Yulithza Moctezuma, que siempre elige el asiento del medio de la tercera fila, levantó la vista de su teléfono. Belén, con los brazos cruzados sobre la mesa, inclinó la cabeza. Luis Santos, el más puntual del grupo, ya tenía su cuaderno abierto en la página correcta. Ciro Hernández, colaborador frecuente de la Magíster, se asomó a la puerta a las 9:51 con la energía de alguien que acaba de venir de otro mundo —y técnicamente, así era.

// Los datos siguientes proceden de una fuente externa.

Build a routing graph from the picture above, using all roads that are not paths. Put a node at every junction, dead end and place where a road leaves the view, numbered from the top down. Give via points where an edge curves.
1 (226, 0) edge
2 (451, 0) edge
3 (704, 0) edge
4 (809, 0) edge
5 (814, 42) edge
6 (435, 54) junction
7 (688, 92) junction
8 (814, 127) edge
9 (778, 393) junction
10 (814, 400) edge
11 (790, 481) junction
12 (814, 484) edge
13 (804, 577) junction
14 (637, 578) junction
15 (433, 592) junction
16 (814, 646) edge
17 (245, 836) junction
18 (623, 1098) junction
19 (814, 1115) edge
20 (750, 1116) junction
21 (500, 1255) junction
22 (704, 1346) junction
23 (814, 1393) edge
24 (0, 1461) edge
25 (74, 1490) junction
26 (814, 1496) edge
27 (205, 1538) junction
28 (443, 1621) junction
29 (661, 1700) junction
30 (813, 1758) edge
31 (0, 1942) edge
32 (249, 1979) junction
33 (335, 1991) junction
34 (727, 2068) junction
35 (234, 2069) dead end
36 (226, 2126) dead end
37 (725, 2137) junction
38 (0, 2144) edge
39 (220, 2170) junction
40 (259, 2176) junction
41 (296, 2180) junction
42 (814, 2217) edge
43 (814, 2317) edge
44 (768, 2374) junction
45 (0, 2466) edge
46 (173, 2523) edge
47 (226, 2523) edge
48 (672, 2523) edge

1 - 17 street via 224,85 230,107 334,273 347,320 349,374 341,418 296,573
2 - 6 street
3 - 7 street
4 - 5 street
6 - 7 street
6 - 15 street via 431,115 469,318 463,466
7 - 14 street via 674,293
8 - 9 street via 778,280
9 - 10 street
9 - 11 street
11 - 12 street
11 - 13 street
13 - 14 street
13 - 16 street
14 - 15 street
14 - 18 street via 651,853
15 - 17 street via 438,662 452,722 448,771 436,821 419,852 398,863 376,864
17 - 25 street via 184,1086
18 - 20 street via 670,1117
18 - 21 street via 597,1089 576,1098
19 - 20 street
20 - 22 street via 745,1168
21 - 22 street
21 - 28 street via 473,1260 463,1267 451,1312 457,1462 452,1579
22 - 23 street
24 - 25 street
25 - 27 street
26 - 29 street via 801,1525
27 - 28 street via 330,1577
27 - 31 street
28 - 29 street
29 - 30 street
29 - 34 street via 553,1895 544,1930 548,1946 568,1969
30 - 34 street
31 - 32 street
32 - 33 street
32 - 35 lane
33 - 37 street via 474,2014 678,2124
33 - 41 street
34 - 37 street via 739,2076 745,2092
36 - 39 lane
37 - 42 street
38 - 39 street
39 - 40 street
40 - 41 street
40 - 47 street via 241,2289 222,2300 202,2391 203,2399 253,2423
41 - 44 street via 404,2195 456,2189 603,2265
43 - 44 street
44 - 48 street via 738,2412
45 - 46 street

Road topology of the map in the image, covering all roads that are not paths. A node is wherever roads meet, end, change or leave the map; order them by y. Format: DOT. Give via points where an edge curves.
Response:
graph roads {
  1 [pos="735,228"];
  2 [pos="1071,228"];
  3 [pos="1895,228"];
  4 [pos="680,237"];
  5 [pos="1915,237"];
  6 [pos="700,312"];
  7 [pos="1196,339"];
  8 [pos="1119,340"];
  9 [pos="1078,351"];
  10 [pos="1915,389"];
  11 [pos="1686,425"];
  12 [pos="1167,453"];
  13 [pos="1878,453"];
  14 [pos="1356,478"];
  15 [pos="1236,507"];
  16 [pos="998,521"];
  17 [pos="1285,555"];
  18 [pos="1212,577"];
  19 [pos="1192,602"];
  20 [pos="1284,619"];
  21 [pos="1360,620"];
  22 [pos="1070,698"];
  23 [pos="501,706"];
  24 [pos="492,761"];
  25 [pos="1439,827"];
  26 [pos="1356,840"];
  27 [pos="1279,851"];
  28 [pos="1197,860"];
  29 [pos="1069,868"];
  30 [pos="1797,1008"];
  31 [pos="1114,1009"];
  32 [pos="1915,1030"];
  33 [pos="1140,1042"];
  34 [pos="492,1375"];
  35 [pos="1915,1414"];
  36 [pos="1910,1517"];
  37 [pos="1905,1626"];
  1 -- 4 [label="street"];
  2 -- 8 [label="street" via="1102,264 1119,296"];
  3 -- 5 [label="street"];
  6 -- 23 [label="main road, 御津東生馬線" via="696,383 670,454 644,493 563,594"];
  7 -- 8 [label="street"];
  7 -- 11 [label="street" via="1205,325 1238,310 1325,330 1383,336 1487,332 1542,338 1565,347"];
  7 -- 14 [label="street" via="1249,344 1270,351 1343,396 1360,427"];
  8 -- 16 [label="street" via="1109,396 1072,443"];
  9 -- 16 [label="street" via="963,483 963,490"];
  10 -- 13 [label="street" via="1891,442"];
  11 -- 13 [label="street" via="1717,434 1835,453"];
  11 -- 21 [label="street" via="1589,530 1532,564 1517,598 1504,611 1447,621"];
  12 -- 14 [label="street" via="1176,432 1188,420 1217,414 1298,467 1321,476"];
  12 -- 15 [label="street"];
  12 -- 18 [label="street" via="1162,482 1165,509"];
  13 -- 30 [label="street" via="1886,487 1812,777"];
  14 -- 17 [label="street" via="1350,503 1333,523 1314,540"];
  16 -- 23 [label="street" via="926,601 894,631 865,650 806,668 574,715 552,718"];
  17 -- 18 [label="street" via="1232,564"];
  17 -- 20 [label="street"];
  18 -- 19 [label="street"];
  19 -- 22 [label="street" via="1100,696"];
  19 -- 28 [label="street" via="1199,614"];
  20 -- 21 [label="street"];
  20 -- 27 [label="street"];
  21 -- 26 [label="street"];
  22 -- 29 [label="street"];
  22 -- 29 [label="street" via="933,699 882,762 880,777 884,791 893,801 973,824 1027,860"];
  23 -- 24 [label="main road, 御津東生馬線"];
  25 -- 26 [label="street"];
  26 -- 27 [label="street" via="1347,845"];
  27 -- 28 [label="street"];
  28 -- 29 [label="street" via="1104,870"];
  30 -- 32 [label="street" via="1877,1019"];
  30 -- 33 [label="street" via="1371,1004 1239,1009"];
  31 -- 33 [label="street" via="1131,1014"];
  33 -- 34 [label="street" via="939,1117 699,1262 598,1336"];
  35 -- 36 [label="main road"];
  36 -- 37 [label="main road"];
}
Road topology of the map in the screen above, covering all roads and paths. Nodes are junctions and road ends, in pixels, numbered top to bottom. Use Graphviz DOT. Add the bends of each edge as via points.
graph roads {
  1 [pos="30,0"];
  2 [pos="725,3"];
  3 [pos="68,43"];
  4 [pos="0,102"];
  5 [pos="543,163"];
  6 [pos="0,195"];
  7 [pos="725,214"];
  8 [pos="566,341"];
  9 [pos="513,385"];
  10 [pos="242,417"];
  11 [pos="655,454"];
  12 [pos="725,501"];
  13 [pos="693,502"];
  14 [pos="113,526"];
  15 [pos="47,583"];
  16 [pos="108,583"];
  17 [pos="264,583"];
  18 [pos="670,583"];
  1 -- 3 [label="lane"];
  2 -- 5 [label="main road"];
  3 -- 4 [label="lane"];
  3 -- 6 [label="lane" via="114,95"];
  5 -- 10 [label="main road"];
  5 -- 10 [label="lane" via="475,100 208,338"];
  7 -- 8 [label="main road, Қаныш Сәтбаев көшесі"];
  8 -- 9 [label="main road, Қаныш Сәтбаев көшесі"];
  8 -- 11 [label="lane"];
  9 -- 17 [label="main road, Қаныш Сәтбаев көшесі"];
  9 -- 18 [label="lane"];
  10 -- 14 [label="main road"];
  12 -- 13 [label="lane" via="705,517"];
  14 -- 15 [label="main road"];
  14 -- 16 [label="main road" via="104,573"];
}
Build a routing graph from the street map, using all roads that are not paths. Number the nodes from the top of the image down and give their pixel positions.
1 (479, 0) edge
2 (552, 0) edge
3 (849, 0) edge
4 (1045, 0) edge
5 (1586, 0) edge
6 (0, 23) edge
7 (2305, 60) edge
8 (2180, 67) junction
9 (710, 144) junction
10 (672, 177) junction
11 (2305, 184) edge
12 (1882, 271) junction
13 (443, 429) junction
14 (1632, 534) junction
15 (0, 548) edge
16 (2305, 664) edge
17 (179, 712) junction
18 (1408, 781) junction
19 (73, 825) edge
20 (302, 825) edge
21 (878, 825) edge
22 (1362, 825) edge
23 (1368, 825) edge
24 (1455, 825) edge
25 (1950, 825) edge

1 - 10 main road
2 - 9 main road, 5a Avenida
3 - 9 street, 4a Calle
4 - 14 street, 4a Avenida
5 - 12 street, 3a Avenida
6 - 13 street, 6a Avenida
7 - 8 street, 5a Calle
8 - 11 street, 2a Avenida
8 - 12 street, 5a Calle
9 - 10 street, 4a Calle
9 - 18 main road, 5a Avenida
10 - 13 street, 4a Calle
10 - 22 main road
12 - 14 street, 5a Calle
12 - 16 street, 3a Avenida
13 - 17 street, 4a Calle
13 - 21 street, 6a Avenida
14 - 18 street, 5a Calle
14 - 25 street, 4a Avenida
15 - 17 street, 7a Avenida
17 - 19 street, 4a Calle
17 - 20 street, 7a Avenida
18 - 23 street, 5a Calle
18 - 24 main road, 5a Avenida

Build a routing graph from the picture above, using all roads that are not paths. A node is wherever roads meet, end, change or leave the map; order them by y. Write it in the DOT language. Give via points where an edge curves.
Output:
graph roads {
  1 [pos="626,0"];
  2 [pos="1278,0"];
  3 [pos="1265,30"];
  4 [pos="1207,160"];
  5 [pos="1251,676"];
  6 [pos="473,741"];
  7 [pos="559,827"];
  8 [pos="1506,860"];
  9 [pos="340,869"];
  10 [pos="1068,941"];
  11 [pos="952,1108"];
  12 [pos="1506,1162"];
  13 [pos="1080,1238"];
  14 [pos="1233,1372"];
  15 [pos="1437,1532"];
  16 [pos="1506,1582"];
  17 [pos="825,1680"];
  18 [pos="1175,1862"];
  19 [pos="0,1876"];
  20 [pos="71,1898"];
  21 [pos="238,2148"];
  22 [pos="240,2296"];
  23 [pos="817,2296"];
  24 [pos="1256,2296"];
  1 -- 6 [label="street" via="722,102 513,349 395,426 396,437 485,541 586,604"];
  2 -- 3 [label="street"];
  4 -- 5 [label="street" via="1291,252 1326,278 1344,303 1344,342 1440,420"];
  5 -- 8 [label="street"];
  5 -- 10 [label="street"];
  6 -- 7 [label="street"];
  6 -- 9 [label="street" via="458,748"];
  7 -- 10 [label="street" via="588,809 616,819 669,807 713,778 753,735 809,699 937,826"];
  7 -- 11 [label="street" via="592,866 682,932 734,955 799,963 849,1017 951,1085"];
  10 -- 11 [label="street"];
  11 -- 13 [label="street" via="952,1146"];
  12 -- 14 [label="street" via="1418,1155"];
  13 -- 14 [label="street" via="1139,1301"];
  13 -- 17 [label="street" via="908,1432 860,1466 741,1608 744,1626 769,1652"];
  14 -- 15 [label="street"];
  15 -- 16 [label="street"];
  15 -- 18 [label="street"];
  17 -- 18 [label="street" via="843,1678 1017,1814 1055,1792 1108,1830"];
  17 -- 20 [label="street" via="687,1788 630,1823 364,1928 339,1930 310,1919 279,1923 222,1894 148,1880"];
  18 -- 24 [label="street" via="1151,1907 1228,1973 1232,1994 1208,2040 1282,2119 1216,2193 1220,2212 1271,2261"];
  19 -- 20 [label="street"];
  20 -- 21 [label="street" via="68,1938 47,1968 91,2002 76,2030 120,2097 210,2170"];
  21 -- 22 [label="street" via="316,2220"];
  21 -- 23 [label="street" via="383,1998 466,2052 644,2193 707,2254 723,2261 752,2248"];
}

Lo que siguió no fue una clase ordinaria. Fue un conversatorio en crecimiento: siete temas interconectados que Ana Rivera tejió con la precisión de quien sabe exactamente adónde quiere llegar, aunque sus estudiantes aún no lo supieran.
La diferencia que salva carreras —y la que destruye reputaciones.
—Abran el cuaderno —dijo Ana Rivera—. Primera pregunta: ¿cuál es la diferencia entre protocolo y etiqueta? Y antes de que nadie busque en Google, quiero escuchar lo que cada uno tiene en la cabeza.
Silencio. El tipo de silencio que no es vacío, sino lleno de personas pensando en serio. Fue Esteban quien rompió el hielo —siempre es Esteban—, con esa mezcla de seguridad y descuido que lo caracteriza:
—¿El protocolo es lo que tienes que hacer, y la etiqueta es cómo te tienes que portar?
Ana Rivera no respondió de inmediato. Dejó que la pregunta flotara. Luego:
—Estás cerca. Pero hay una diferencia que en turismo es fundamental, y si no la tienes clara, vas a cometer errores que ningún cliente te va a perdonar.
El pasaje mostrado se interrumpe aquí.